We are rapidly losing that generation of men who fought the Vietnam War. With their passing – and in this group are also included the millions of Vietnamese immigrants who came to this country fleeing communist rule – goes the first-person historical accounting and ability to tell the truth, to discuss the egregious historical omissions or rebut the myriad myths, half truths and outright lies regarding the prosecution of the war so pervasively spread and largely unchallenged, lies that are currently left to stand as fact. That history has been authored mostly by folks opposed to America’s involvement in the war, many of whom sat it out in graduate school, avoiding service – people now in control of history departments at universities across the nation and who exercise great influence with the mainstream media.

Few will argue that the generation of people who engineered America’s victory in World War II – the well-described Greatest Generation – did a superb job. What is difficult to fathom however is that the “Vietnam Generation” has been defined not by those men who quietly and honorably answered their nation’s call to serve, but much more by those men and women who took an active part in not serving and who, in quite a number of cases, were, without consequence, actually mouthpieces for our enemies.

Victory in Vietnam? Yes, there was! Don’t miss Richard Botkin’s book “Ride the Thunder: A Vietnam War Story of Honor and Triumph.”

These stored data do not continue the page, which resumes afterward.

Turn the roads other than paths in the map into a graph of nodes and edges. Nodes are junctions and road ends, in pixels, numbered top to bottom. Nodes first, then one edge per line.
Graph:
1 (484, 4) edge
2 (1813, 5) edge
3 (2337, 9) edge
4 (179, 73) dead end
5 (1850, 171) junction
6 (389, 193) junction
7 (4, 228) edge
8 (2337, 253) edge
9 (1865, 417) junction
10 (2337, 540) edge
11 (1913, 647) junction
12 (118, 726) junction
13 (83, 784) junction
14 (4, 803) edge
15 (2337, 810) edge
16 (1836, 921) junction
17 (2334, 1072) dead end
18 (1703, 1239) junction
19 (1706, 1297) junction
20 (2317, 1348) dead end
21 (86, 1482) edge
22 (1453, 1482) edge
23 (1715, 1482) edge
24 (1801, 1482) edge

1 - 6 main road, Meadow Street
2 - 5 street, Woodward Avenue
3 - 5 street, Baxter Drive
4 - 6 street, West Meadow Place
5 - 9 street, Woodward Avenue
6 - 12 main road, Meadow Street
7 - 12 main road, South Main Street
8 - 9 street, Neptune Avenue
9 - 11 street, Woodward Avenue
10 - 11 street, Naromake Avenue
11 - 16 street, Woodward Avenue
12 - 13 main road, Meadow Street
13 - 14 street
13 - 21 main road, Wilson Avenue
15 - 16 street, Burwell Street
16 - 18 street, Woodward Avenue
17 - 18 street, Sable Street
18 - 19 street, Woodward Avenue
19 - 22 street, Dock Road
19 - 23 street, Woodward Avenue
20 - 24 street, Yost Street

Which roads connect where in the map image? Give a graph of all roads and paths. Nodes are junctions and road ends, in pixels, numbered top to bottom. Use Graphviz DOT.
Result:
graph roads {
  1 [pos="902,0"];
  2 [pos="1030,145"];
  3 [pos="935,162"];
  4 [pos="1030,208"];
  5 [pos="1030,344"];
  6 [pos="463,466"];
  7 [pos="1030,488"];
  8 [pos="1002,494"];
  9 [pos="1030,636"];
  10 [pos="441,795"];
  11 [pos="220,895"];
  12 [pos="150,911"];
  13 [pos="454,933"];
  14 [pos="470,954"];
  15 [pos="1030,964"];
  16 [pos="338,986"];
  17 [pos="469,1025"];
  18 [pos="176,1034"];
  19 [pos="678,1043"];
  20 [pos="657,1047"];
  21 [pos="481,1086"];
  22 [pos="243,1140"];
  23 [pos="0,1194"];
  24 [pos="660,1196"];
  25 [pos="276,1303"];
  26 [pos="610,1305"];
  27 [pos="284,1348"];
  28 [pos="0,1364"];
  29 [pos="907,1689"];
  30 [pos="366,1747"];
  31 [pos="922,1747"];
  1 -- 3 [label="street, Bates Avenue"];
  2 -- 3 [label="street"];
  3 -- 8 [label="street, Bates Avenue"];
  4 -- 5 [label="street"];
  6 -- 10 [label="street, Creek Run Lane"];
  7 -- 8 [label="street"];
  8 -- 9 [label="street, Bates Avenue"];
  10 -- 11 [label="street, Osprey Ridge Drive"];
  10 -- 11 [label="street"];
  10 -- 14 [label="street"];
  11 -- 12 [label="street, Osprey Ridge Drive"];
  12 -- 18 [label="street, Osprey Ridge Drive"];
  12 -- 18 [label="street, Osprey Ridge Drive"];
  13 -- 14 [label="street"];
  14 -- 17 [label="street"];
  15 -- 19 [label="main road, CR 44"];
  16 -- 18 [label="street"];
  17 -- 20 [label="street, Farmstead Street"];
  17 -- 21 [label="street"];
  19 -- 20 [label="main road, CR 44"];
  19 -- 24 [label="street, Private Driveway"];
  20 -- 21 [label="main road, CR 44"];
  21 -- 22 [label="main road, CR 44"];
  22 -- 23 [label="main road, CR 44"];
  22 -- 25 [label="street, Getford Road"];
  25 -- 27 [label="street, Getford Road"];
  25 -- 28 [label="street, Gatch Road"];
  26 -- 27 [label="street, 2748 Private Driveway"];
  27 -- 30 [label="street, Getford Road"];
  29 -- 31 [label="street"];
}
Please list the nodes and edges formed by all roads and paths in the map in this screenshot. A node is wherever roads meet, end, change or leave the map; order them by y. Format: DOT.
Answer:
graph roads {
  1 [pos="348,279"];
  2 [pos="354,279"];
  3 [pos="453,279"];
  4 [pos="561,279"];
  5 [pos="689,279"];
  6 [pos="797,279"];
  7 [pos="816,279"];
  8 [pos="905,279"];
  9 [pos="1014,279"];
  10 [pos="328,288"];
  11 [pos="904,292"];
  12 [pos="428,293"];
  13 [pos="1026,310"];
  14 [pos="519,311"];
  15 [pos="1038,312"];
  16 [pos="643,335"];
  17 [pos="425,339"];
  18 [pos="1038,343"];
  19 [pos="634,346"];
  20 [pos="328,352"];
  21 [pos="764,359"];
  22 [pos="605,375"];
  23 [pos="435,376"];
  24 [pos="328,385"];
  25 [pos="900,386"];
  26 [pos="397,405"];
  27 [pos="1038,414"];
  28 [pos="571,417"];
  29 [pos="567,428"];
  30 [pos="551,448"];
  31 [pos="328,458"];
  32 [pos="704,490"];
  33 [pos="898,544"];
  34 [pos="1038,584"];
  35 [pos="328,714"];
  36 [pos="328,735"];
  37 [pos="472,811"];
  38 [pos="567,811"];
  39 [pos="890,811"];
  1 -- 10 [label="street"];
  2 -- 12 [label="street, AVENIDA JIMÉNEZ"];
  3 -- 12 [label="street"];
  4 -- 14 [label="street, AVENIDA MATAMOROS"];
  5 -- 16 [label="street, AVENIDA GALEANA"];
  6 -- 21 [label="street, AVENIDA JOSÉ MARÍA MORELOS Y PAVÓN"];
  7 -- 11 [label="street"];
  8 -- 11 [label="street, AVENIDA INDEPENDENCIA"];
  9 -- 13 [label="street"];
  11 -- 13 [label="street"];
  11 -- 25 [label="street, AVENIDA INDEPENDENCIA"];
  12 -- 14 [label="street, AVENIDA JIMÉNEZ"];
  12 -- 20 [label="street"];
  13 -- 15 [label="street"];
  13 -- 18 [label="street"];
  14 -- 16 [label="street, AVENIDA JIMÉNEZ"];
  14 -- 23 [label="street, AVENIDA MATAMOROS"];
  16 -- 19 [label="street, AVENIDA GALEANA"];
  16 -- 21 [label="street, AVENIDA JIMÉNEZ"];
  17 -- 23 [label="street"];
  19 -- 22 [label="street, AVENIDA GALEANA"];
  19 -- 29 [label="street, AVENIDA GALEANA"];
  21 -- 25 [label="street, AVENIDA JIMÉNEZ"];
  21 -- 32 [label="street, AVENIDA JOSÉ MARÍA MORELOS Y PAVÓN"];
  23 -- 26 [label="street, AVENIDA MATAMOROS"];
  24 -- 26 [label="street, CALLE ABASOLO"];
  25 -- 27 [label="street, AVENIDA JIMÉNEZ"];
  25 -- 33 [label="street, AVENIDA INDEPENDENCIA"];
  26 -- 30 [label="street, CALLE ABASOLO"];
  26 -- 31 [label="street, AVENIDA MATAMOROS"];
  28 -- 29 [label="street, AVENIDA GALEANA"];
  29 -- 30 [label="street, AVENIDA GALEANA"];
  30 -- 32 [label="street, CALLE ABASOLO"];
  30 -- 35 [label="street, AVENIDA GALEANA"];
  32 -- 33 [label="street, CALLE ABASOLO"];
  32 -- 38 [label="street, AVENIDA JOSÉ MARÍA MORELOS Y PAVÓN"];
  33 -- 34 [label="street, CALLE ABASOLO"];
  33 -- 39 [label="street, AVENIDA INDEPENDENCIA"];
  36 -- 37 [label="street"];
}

And what does history say or recall of our Vietnamese allies? As Americans we are able to travel to Washington, D.C., to read and touch the names of every one of the 58,187 men and eight women who died serving in Vietnam. While the numbers are a bit imprecise, our South Vietnamese allies lost at least five times as many soldiers as we did, and this from a nation with then one-tenth our population. Tens of thousands more – former military officers mostly – would succumb in what the communists euphemistically referred to as “re-education camps.” These numbers do not include the many hundreds of thousands of innocent civilians who died nor the millions displaced, most of them at the hands of communist aggression. (The worst examples were the directed, observed artillery shellings of civilians in Quang Tri Province during the Easter Offensive of 1972 and then again on a far greater scale during the final invasion in the Spring of 1975 at numerous places around the country.) Add in also the estimated 250,000 who perished at sea escaping the post-’75 communist paradise. And these figures are for the former Republic of Vietnam (RVN) only. They do not include the millions brutally murdered by the Khmer Rouge in Cambodia or the hundreds of thousands of Laotian and Thai hill people. These uncounted masses and their tremendous sacrifices have been mostly written out of history in any favorable way.

It is certainly futile to rehash the historical “What ifs?” – and yet it is crucial that people understand how close our Vietnamese allies were to victory, or at least keeping the northern invaders at bay, after the withdrawal of American troops was complete. Many Americans remember the Tet Offensive of 1968 during which time allied forces inflicted significant casualties against Ho Chi Minh’s forces. While Tet of ’68 was a tactical victory for the allies, the communist effort succeeded in breaking the American political will to continue the war in any sort of open-ended way. This gave way to “Vietnamization” and ultimately American withdrawal.